I thought 10 - 13 would be enough to win this event. 18 cubes are crazy . If one of you will get this, i'll stop practicing for the multi-blind world record :/.


----------



## AvGalen (Sep 24, 2007)

What if you only get 1 attempt? Would you guys try 17/18 cubes also and risk me winning with a 2/2?


----------



## AvGalen (Sep 24, 2007)

After Ron's post about the WC2005 I digged a little and found this story of the EC2006 by Erik. You will be amazed how much has (and hasn't) changed in just 1 year

http://erikku.er.funpic.org/rubik/euro2006.html


----------



## Stefan (Sep 24, 2007)

AvGalen said:


> What if you only get 1 attempt?


What do you mean, "if" ?


----------



## AvGalen (Sep 24, 2007)

That was my subtle way of pointing out to everyone that you only get one attempt. That means that for 17 cubes at roughly 200 moves per cube you cannot make a single wrong move out of 3400 moves or else you could get beaten by a beginner (like me) that chooses to do 2/2 and does it correctly in 29:59.99.


----------



## Erik (Sep 24, 2007)

AvGalen said:


> After Ron's post about the WC2005 I digged a little and found this story of the EC2006 by Erik. You will be amazed how much has (and hasn't) changed in just 1 year
> 
> http://erikku.er.funpic.org/rubik/euro2006.html


I found the following sentences quite funny now:
'Gilles has became very fast in OH cubing. Best avg below 30 sec!'
'I started fairly good with a 17.66' (3x3)
'the 3rd was better 2:04.88NR' (minx)
'I manage a sub-4min, but I got a 4:27.78' (5x5)
'ER average of 29.09!' (gilles on OH)
'Anssi won with an amazing time of 1:25.63' (3x3 feet)
'won with 14.97 ' (Joel on 3x3 finals)
also what was the solution to this riddle of Guus again? 'you have the digits 1, 3, 4 and 6. By dividing, multiplying adding and the other thing of which I don't know the english name whe had to make 24'
I forgot


----------



## Stefan (Sep 24, 2007)

AvGalen said:


> That means that for 17 cubes at roughly 200 moves per cube you cannot make a single wrong move out of 3400 moves


And Matyas did make a mistake before, in one of the 52 cubes he attempted in competitions so far.


----------



## Stefan (Sep 24, 2007)

Erik said:


> also what was the solution to this riddle of Guus again? 'you have the digits 1, 3, 4 and 6. By dividing, multiplying adding and the other thing of which I don't know the english name whe had to make 24


It's called "subtract". And there are at least two answers. I asked it at the US Open and Tyson found the answer I knew, while Shelley and Toby found another one.


----------



## DanHarris (Sep 24, 2007)

Erik said:


> By dividing, multiplying adding and the other thing of which I don't know the english name whe had to make 24'
> I forgot



Subtracting!


----------



## DanHarris (Sep 24, 2007)

sheesh, stefan got his post in inbetween me viewing this page and me refreshing this page to see my post. Git.


----------



## AvGalen (Sep 24, 2007)

I think this should be correct: 6 / (1-(3/4))
1-3/4 = 0.25
6/0.25 = 24


----------



## Stefan (Sep 24, 2007)

I just noticed I presented the riddle with the numbers 1, 4, 5, 6. I don't see a second solution with 1, 3, 4, 6.


----------



## Pedro (Sep 24, 2007)

AvGalen said:


> That was my subtle way of pointing out to everyone that you only get one attempt. That means that for 17 cubes at roughly 200 moves per cube you cannot make a single wrong move out of 3400 moves or else you could get beaten by a beginner (like me) that chooses to do 2/2 and does it correctly in 29:59.99.

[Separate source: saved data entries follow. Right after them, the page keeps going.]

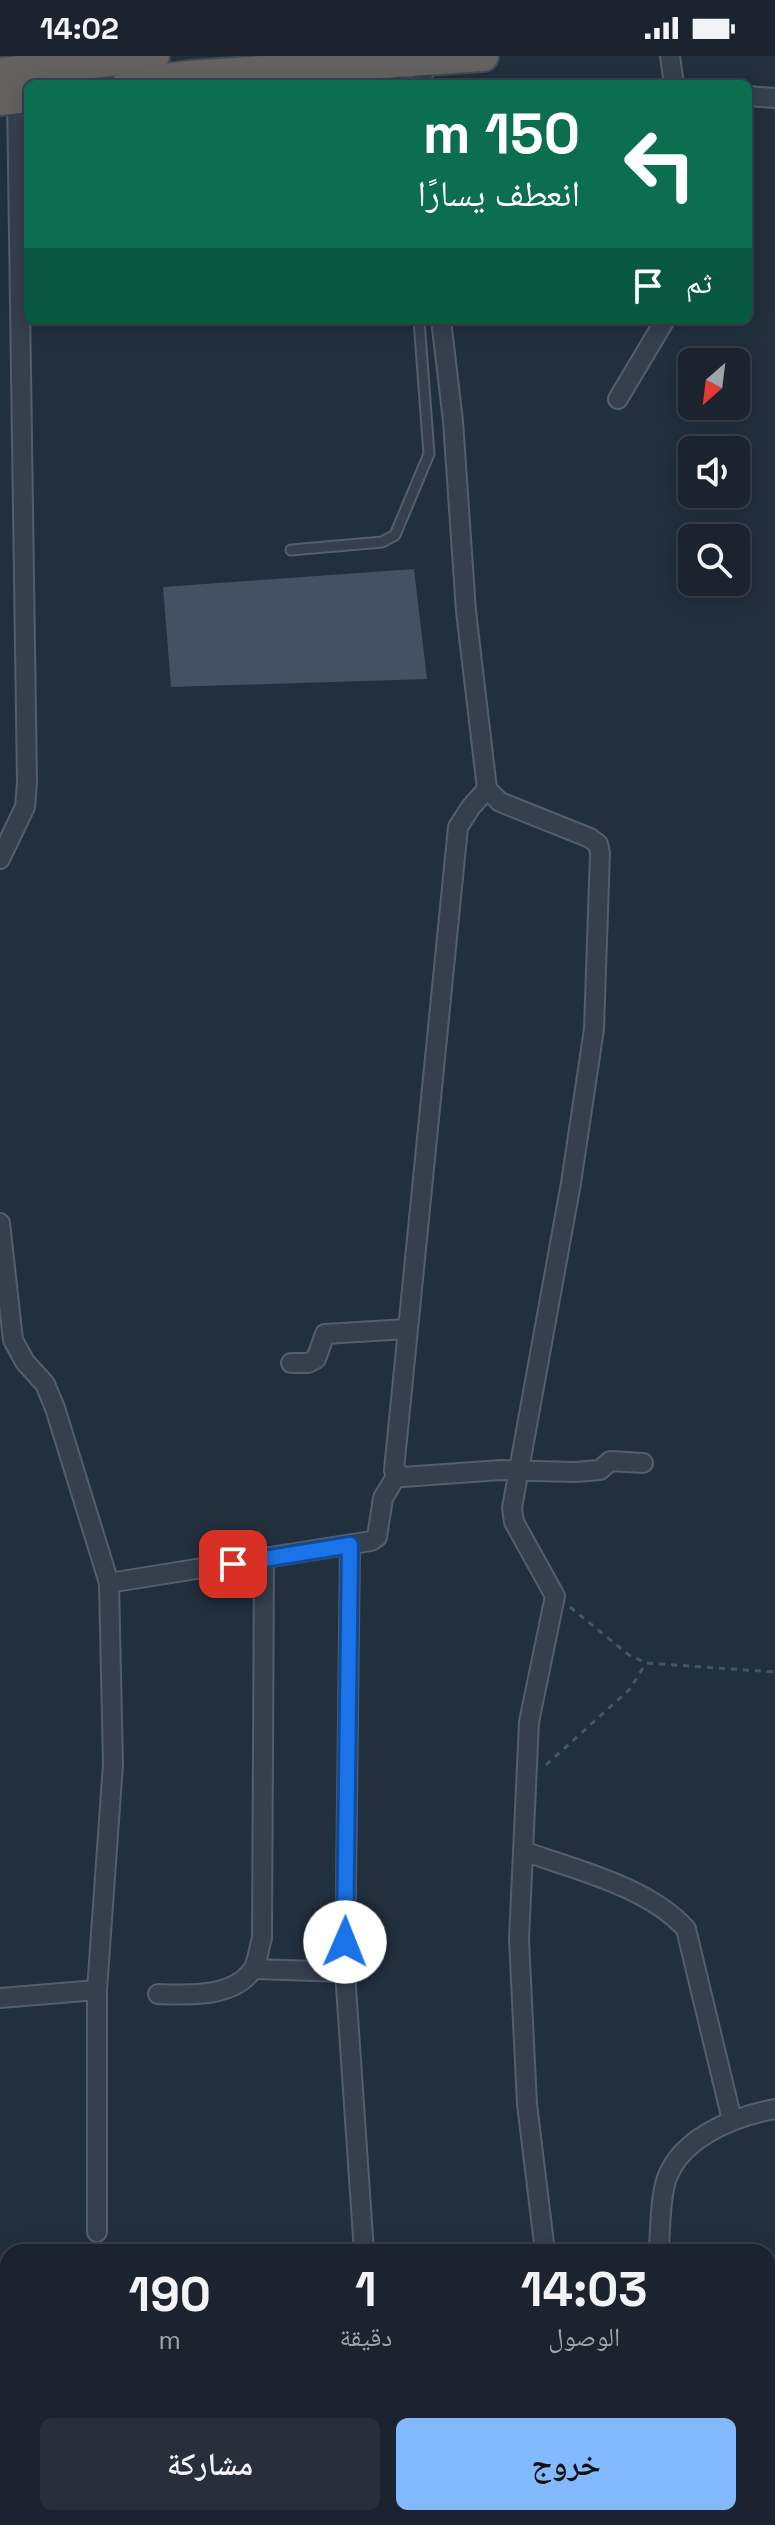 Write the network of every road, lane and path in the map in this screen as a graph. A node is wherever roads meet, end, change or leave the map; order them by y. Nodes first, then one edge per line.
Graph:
1 (154, 56) edge
2 (483, 56) edge
3 (670, 56) edge
4 (411, 72) edge
5 (0, 73) edge
6 (159, 80) edge
7 (673, 80) edge
8 (752, 96) edge
9 (15, 98) edge
10 (775, 98) edge
11 (419, 324) edge
12 (441, 324) edge
13 (663, 324) edge
14 (618, 399) dead end
15 (291, 550) dead end
16 (487, 789) junction
17 (0, 859) edge
18 (0, 1223) edge
19 (407, 1329) junction
20 (291, 1363) dead end
21 (643, 1463) dead end
22 (518, 1472) junction
23 (397, 1475) junction
24 (350, 1545) junction
25 (264, 1559) junction
26 (109, 1583) junction
27 (555, 1596) junction
28 (646, 1663) junction
29 (775, 1672) edge
30 (527, 1768) junction
31 (523, 1851) junction
32 (253, 1969) junction
33 (345, 1972) junction
34 (97, 1990) junction
35 (158, 1994) dead end
36 (0, 1998) edge
37 (775, 2109) edge
38 (732, 2120) junction
39 (97, 2232) dead end
40 (363, 2244) edge
41 (544, 2244) edge
42 (660, 2244) edge

1 - 5 highway
2 - 4 highway
3 - 7 street
4 - 6 highway
8 - 10 street
9 - 17 street
11 - 15 lane
12 - 16 street
13 - 14 street
16 - 19 street
16 - 22 street
18 - 26 street
19 - 20 street
19 - 23 street
21 - 22 street
22 - 23 street
22 - 27 street
23 - 24 street
24 - 25 street
24 - 33 street
25 - 26 street
25 - 32 street
26 - 34 street
27 - 28 path
27 - 30 street
28 - 29 path
28 - 30 path
30 - 31 street
31 - 38 street
31 - 41 street
32 - 33 street
32 - 35 street
33 - 40 street
34 - 36 street
34 - 39 street
37 - 38 street
38 - 42 street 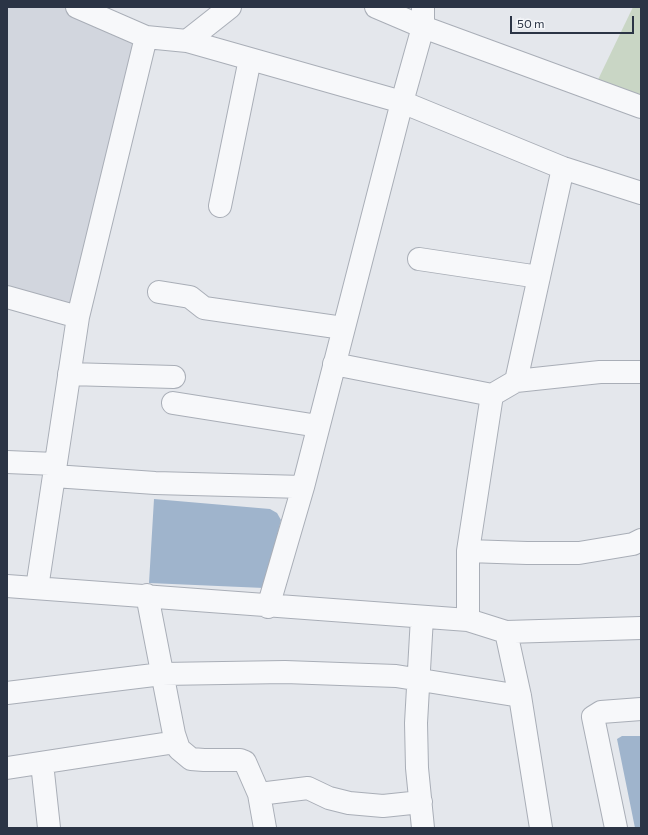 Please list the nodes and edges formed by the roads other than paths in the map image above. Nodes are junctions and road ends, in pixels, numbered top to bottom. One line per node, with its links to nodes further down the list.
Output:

that's what I don't understand...

if someone goes for, say, 10 cubes, and finish 9, why should someone who did 2/2 win???


----------



## joey (Sep 24, 2007)

Pedro said:


> that's what I don't understand...
> 
> if someone goes for, say, 10 cubes, and finish 9, why should someone who did 2/2 win???



100% perecent accuracy?

Is 2/2 better than 9/10? Yes because of accuracy, but the 9/10 person still got 9 cubes solved.


----------



## Erik (Sep 24, 2007)

then I could ask for 1000 cubes and pick the 10 easiest and forget about the rest


----------



## Pedro (Sep 25, 2007)

nah...makes no sense to me that someone who makes 2/2 wins when someone does like 19/20...


----------



## AvGalen (Sep 25, 2007)

2/2 > 19/20. It is the easiest math there is. (1 > 0.95)


----------



## normanbim (Sep 25, 2007)

that will be very hard stefan. he made 16 world records just this year. it took macky three years just to get 15 world records. i hope macky is coming. he is one of the reasons i started speedsolving and blindsolving. hail macky!


----------



## AvGalen (Sep 25, 2007)

Stefan1,4,5,6 is just the same idea as 1,3,4,6: Don't do 6*4, but do (6/(1/4)). Don't do 4*6, but do ((4/(1/6)).
Solution: 4 / (1-(5/6))
Which one of the two has 2 solutions?


> I just noticed I presented the riddle with the numbers 1, 4, 5, 6. I don't see a second solution with 1, 3, 4, 6.


 
normanbim: What were you responding to when you said this?


> that will be very hard stefan


----------



## Mark (Sep 25, 2007)

1,4,5,6 has two solutions: 4/(1-5/6) and 6/(5/4-1)


----------



## AvGalen (Sep 25, 2007)

OK, same idea again (use 3 numbers to create 1/4 or 1/6)


----------



## hdskull (Sep 25, 2007)

normanbim said:


> that will be very hard stefan. he made 16 world records just this year. it took macky three years just to get 15 world records. i hope macky is coming. he is one of the reasons i started speedsolving and blindsolving. hail macky!



that's because matyas competes in like 10 more events than macky does. all macky competes in is 3x3, OH, BLD, 2x2, 4x4, that's 5 events total.

EDIT: i just checked, matyas competes in 17.


----------



## Stefan (Sep 25, 2007)

hdskull said:


> [that's because matyas competes in like 10 more events than macky does.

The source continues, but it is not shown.